• **WHAT THE TASK ASKS**: Look through the records below for the line holding "middle tip: (735, 285)". Write it out exactly, with each following line through the line holding "thumb mcp: (1046, 1056)".

[Saved data entries]

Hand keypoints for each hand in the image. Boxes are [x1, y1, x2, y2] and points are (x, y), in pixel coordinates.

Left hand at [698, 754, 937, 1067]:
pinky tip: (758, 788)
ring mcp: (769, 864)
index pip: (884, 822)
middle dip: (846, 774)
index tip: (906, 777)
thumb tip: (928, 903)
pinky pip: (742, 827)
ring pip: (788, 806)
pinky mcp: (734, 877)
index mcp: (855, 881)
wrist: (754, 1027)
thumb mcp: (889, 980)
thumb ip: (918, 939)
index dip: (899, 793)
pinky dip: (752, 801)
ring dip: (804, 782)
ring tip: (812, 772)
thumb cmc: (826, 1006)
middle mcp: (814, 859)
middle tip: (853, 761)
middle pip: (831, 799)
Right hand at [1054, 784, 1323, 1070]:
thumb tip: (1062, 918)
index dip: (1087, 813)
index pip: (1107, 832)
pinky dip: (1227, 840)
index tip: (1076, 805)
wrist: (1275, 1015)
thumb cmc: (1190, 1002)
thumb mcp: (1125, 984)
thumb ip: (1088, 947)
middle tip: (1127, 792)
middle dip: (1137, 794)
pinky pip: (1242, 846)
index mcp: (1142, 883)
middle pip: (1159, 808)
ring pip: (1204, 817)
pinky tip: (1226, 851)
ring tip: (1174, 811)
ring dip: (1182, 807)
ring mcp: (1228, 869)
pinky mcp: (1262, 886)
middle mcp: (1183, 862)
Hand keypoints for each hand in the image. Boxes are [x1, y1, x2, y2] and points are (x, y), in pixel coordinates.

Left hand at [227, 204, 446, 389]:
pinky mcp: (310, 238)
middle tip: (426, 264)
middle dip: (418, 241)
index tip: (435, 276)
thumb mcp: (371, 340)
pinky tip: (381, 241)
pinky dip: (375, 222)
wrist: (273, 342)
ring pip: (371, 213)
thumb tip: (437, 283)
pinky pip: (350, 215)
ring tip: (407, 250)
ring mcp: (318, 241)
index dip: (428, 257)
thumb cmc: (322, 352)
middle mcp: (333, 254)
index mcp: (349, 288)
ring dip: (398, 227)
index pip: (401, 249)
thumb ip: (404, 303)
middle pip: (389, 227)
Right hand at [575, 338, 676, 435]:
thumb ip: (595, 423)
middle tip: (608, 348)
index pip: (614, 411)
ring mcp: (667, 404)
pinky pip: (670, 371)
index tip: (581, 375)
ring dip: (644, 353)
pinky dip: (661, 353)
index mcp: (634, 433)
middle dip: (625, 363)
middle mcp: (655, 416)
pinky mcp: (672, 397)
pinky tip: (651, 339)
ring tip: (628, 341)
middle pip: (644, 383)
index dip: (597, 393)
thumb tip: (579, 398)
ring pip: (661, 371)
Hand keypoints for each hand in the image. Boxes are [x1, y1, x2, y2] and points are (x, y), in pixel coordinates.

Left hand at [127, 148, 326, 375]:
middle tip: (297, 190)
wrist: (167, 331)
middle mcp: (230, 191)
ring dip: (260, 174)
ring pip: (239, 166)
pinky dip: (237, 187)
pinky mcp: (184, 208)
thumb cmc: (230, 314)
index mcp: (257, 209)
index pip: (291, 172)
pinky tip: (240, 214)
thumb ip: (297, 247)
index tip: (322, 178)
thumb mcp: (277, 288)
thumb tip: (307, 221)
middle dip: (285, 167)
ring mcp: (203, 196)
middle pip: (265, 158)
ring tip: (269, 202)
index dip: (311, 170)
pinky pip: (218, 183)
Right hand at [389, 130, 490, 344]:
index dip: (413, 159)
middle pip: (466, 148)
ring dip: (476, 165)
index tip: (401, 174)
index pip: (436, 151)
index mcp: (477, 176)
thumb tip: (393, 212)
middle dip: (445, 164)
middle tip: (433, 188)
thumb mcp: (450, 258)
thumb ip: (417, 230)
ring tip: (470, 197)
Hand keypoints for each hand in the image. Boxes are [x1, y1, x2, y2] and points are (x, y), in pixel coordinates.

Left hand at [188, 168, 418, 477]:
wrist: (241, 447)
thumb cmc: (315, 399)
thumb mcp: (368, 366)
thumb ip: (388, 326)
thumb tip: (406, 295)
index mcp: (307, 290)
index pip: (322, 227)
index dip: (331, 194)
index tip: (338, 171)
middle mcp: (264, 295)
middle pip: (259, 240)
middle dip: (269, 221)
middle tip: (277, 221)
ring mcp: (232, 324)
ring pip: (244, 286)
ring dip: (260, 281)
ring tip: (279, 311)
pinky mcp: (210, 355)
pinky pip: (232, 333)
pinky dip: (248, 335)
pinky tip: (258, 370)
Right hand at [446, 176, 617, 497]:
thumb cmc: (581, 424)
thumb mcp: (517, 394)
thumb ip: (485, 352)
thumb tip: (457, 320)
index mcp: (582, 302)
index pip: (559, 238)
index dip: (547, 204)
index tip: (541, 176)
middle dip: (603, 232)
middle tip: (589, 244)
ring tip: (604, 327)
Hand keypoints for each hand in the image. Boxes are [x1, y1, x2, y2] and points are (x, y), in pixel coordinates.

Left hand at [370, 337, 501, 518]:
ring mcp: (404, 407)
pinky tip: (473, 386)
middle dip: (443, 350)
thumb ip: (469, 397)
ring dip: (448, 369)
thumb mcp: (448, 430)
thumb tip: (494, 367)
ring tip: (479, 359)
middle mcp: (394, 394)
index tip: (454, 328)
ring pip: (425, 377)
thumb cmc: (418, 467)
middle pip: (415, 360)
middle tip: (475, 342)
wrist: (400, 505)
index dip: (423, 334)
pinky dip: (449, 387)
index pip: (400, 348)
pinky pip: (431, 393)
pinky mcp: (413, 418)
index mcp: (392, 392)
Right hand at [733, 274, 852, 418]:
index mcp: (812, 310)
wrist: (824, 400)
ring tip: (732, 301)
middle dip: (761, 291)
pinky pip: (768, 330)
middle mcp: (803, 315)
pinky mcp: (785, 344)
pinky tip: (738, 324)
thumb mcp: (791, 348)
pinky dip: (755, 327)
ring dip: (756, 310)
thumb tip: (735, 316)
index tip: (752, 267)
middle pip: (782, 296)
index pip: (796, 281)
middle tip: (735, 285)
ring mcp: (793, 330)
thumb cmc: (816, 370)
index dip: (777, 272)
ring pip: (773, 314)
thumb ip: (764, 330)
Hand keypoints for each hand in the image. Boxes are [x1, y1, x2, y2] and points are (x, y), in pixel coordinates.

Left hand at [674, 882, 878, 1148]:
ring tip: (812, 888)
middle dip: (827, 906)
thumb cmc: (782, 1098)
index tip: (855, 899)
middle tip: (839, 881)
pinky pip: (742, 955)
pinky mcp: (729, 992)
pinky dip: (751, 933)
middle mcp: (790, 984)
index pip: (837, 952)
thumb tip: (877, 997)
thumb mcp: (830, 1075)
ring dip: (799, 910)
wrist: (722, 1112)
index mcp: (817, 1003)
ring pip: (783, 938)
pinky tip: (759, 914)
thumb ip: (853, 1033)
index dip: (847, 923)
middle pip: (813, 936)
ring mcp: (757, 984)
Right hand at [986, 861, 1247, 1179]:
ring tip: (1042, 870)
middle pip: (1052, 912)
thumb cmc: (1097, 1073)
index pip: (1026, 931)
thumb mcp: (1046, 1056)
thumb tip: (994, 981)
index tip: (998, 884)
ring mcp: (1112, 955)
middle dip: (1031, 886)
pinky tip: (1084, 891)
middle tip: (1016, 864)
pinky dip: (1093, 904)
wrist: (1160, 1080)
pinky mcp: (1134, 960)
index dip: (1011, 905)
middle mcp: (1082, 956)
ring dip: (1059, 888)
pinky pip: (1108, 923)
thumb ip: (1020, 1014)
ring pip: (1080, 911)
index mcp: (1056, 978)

• **ANSWER TO THE EXERCISE**:
middle tip: (735, 285)
ring mcp: (793, 330)
thumb cmc: (816, 370)
index dip: (777, 272)
ring pip: (773, 314)
thumb ip: (764, 330)
Hand keypoints for each hand in the image. Boxes are [x1, y1, x2, y2] and points are (x, y), in pixel coordinates.

Left hand at [674, 882, 878, 1148]:
ring tip: (812, 888)
middle dip: (827, 906)
thumb cmc: (782, 1098)
index tip: (855, 899)
middle tip: (839, 881)
pinky pip: (742, 955)
pinky mcp: (729, 992)
pinky dip: (751, 933)
middle mcp: (790, 984)
index pip: (837, 952)
thumb tip: (877, 997)
thumb mcp: (830, 1075)
ring dip: (799, 910)
wrist: (722, 1112)
index mcp: (817, 1003)
ring pip: (783, 938)
pinky tip: (759, 914)
thumb ip: (853, 1033)
index dip: (847, 923)
middle pip: (813, 936)
ring mcp: (757, 984)
Right hand at [986, 861, 1247, 1179]:
ring tip: (1042, 870)
middle pip: (1052, 912)
thumb cmc: (1097, 1073)
index pip: (1026, 931)
thumb mcp: (1046, 1056)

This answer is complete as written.